Оно было уже установлено для обработки на токарном станке, и Григорий кивнул Константину, оператору станка, сыну Варвары. Худой, долговязый человек с интеллигентным лицом и взлохмаченными черными волосами, Константин вел большевистские собрания и был лучшим другом Григория. Он завел движок, колесо начало быстро вращаться, и он стал его обтачивать.

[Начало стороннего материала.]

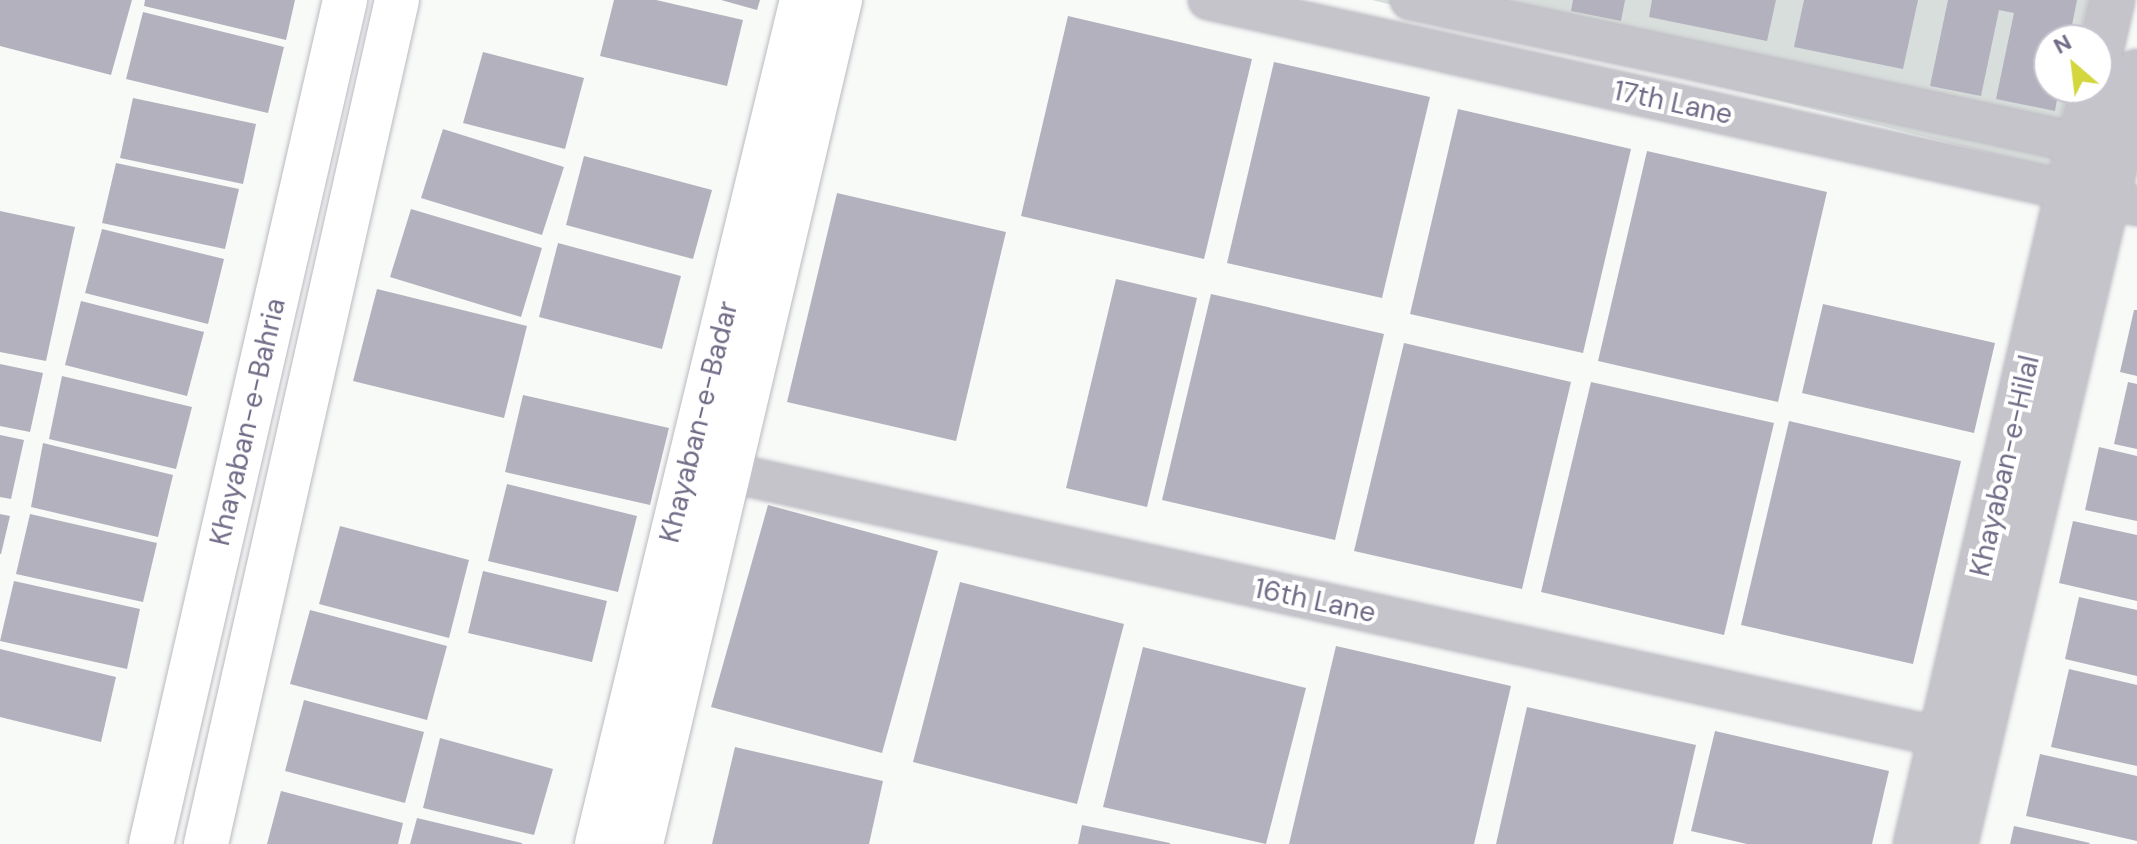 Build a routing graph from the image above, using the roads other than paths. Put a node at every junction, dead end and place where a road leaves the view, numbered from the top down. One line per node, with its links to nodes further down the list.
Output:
1 (345, 0): 16 (main road, Khayaban-e-Bahria)
2 (397, 0): 17 (main road, Khayaban-e-Bahria)
3 (802, 0): 13 (main road, Khayaban-e-Badar)
4 (840, 0): 14 (main road, Khayaban-e-Badar)
5 (1208, 0): 12 (street, 17th Lane)
6 (1410, 0): 11 (street, 17th Lane)
7 (2112, 0): 8 (street)
8 (2106, 24)
9 (2137, 72): 11 (street)
10 (2097, 104): 11 (street, Khayaban-e-Hilal)
11 (2112, 150): 12 (street, Khayaban-e-Hilal)
12 (2105, 199): 15 (street, Khayaban-e-Hilal); 21 (street)
13 (689, 463): 14 (street, 16th Lane); 18 (main road, Khayaban-e-Badar)
14 (733, 474): 15 (street, 16th Lane); 19 (main road, Khayaban-e-Badar)
15 (1941, 737): 20 (street, Khayaban-e-Hilal)
16 (151, 844)
17 (206, 844)
18 (597, 844)
19 (641, 844)
20 (1916, 844)
21 (1955, 844) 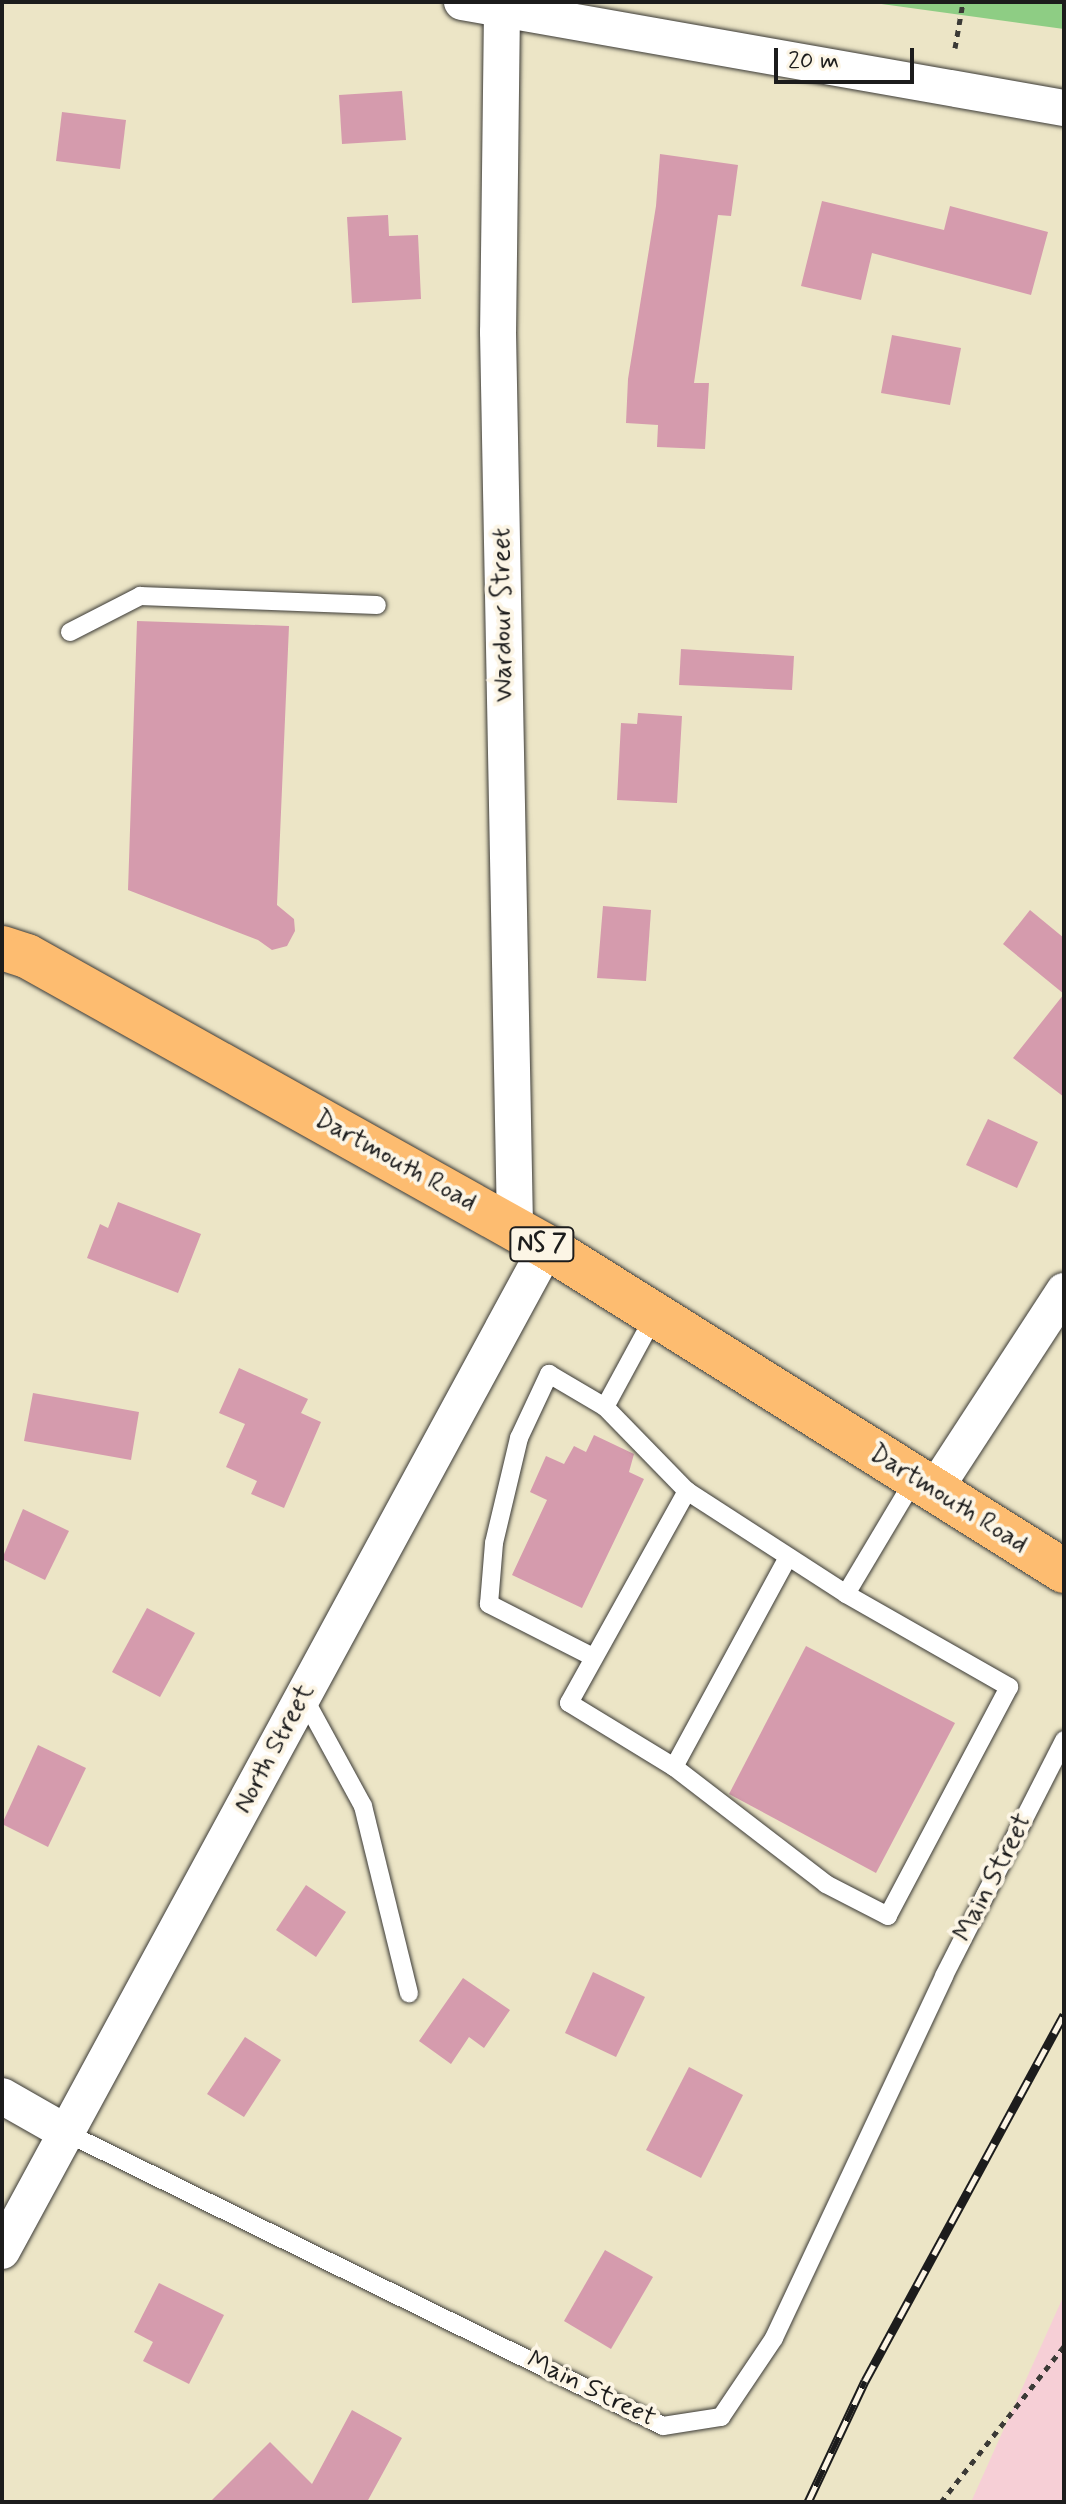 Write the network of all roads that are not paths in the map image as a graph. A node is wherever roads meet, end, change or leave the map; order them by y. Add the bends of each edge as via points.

— Держитесь от станка подальше! — велел Григорий, повысив голос, чтобы перекричать машину. — Коснувшись его, можно остаться без пальца! — Он поднял руку. — Так случилось со мной, когда мне было двенадцать. — Вместо среднего пальца у него был уродливый обрубок. Он поймал раздраженный взгляд графа Маклакова, которому не доставляло удовольствия напоминание о человеческой составляющей платы за его прибыли. Во взгляде, которым удостоила его княжна Би, кроме отвращения читалась заинтересованность, и он удивился: неужели ее все это привлекает? Дамам вообще-то несвойственно посещать заводы.
Он сделал знак Константину, и тот остановил станок.
— С помощью кронциркуля, — он продемонстрировал свой инструмент, — проверяется, совпадают ли размеры колеса. Размер должен быть выдержан очень точно, если диаметр отличается на одну шестнадцатую дюйма — это примерно ширина карандашного грифеля — колесо придется расплавить и сделать заново.
— И сколько колес вы делаете в день? — спросил Фицгерберт.
— Шесть-семь.
— А по скольку часов работаете? — спросил американец.
— С шести утра до семи вечера, с понедельника по субботу.
В цех сломя голову ворвался мальчишка лет восьми, за ним с криком гналась женщина — очевидно, мать. Григорий хотел его поймать, чтобы удержать подальше от печи, но мальчонка увернулся и налетел на графиню, с явственным стуком попав коротко стриженной головой ей в ребра. Она ахнула от боли. Мальчик остановился, видимо, оглушенный. Графиня в ярости размахнулась и влепила ему такую пощечину, что тот едва удержался на ногах, — Григорий думал, он упадет. Американец резко сказал что-то по-английски, по голосу было слышно, что он возмущен. В ту же секунду мать схватила мальчишку в охапку и выскочила вон.
Канин побледнел, понимая, что обвинить в случившемся могут его.
— О ваше драгоценнейшее сиятельство! — вскричал он. — Как вы себя чувствуете?
Было видно, что графиня в бешенстве, но она глубоко вздохнула и ответила:
— Ничего страшного.
К ней подошли обеспокоенные муж и Маклаков. Дьюар отступил, и по его лицу Григорий понял, что тот осуждает графиню. Какое у американца доброе сердце! Подумаешь, пощечина! Григория с братом на этом заводе когда-то били палками.